BEGIN INFORMATION GIVEN
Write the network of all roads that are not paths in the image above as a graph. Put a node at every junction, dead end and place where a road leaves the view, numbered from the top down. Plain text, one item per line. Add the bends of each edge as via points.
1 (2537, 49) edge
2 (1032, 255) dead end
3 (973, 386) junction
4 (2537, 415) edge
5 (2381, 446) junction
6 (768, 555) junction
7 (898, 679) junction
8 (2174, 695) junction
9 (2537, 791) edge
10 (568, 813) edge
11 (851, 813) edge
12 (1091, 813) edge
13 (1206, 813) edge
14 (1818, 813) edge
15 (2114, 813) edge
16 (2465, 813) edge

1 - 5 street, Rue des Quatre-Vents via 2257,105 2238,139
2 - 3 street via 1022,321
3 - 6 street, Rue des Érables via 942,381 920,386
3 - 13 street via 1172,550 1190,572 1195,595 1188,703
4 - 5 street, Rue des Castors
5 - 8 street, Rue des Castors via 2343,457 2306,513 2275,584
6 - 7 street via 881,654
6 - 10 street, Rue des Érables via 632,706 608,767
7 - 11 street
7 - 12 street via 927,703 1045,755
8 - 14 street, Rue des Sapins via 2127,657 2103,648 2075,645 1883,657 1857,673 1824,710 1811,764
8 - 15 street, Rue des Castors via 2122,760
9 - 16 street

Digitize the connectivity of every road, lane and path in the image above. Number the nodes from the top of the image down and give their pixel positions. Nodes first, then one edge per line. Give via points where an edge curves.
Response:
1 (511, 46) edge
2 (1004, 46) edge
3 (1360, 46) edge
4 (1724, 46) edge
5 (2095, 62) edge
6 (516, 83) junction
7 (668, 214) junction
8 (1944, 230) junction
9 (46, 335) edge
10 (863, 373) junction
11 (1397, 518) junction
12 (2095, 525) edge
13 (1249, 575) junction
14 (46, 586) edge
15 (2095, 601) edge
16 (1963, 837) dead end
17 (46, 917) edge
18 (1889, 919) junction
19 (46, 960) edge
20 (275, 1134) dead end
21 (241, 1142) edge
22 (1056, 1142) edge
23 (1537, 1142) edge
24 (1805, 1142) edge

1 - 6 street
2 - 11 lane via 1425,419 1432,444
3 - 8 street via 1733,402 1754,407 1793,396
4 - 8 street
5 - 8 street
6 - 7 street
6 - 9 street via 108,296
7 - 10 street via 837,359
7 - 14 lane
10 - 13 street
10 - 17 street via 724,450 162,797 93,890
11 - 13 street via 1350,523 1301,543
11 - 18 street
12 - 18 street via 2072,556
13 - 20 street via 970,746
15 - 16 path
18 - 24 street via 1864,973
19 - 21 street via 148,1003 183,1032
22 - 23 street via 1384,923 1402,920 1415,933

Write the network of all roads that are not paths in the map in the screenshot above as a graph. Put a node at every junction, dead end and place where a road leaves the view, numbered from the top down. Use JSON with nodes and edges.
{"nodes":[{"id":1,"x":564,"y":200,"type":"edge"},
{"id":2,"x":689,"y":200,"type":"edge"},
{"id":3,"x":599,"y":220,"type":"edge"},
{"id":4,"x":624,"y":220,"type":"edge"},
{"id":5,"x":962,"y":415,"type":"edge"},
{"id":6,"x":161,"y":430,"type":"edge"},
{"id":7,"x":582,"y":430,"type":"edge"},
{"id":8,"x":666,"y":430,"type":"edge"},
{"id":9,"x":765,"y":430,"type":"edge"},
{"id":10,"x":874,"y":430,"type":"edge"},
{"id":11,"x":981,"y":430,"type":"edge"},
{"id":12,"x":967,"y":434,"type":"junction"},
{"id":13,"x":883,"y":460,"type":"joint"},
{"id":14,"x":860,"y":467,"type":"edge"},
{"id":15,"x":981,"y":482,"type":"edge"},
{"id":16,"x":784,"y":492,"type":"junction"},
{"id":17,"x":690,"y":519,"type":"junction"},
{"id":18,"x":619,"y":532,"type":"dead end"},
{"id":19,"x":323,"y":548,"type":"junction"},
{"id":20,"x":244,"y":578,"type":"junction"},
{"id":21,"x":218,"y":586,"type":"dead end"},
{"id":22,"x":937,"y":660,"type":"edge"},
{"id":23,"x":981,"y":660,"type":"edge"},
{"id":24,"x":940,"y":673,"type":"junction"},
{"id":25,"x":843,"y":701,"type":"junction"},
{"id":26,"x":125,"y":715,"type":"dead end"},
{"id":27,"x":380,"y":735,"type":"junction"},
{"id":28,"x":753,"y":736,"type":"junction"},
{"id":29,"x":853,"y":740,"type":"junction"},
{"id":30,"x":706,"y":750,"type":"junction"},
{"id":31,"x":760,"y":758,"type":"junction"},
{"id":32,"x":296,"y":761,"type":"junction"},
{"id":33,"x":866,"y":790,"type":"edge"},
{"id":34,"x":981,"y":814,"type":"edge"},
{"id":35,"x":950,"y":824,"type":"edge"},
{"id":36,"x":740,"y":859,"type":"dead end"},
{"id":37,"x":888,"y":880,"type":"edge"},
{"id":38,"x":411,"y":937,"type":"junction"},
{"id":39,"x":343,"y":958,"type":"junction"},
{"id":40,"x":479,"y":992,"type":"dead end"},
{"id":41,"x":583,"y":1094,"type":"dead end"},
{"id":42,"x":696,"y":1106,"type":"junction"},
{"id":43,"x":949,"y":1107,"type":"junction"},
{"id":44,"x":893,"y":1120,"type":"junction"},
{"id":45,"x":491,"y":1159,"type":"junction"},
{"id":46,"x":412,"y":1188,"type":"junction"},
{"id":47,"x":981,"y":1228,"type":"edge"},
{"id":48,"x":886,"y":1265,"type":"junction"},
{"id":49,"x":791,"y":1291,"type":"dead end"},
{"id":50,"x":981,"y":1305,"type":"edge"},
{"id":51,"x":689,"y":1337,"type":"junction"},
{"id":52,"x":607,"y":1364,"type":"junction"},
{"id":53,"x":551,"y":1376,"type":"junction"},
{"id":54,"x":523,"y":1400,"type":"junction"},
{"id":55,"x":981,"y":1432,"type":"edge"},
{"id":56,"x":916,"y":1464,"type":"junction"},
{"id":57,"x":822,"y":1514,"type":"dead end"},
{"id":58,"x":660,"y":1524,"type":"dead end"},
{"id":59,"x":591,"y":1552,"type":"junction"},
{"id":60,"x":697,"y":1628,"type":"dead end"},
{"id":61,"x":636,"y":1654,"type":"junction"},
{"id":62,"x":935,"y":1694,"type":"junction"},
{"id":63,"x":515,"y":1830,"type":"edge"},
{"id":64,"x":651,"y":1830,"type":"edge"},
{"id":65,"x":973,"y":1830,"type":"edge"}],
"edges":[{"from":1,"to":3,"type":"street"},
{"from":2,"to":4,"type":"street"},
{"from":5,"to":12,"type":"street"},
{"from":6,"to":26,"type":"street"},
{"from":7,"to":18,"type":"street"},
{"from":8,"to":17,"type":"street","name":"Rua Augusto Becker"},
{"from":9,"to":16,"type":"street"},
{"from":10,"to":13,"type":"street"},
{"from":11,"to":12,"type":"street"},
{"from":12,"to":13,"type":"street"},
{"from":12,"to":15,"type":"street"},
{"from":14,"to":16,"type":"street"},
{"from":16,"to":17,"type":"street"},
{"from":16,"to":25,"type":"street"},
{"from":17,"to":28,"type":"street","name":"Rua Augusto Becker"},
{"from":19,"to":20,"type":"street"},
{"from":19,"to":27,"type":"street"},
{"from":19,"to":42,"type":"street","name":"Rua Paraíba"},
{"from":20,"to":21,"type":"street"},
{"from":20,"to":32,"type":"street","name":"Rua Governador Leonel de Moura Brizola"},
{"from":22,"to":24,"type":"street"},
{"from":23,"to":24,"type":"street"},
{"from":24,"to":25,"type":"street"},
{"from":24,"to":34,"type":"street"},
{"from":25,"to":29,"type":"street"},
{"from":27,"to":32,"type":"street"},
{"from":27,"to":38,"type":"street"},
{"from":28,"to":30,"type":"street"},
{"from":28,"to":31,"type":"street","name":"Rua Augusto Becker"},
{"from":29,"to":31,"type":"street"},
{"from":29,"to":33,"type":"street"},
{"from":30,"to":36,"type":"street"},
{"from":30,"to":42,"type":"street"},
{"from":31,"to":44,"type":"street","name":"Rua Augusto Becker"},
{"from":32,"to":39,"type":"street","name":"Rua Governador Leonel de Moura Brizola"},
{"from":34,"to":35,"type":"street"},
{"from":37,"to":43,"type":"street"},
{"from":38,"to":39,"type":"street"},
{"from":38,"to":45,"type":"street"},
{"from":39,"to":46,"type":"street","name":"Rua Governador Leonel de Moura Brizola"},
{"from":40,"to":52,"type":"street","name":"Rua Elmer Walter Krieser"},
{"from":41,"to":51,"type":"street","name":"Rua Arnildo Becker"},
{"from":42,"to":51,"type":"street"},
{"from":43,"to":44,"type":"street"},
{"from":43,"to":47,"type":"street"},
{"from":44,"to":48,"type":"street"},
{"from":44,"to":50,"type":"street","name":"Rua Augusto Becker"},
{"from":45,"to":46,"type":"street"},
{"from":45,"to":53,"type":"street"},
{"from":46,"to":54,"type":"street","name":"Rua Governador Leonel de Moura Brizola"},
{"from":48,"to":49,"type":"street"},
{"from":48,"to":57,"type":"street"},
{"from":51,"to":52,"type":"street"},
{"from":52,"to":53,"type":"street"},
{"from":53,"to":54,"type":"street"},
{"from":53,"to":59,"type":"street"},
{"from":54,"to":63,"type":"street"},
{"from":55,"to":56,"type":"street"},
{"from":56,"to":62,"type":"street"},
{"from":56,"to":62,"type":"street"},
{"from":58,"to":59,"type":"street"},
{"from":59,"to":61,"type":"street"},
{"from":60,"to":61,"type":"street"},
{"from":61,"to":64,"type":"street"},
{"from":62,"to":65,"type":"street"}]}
END INFORMATION GIVEN
TASK GOAL:
Whenever a line above has the word "Érables" in it, copy that line.

REPLY TO THE EXERCISE:
3 - 6 street, Rue des Érables via 942,381 920,386
6 - 10 street, Rue des Érables via 632,706 608,767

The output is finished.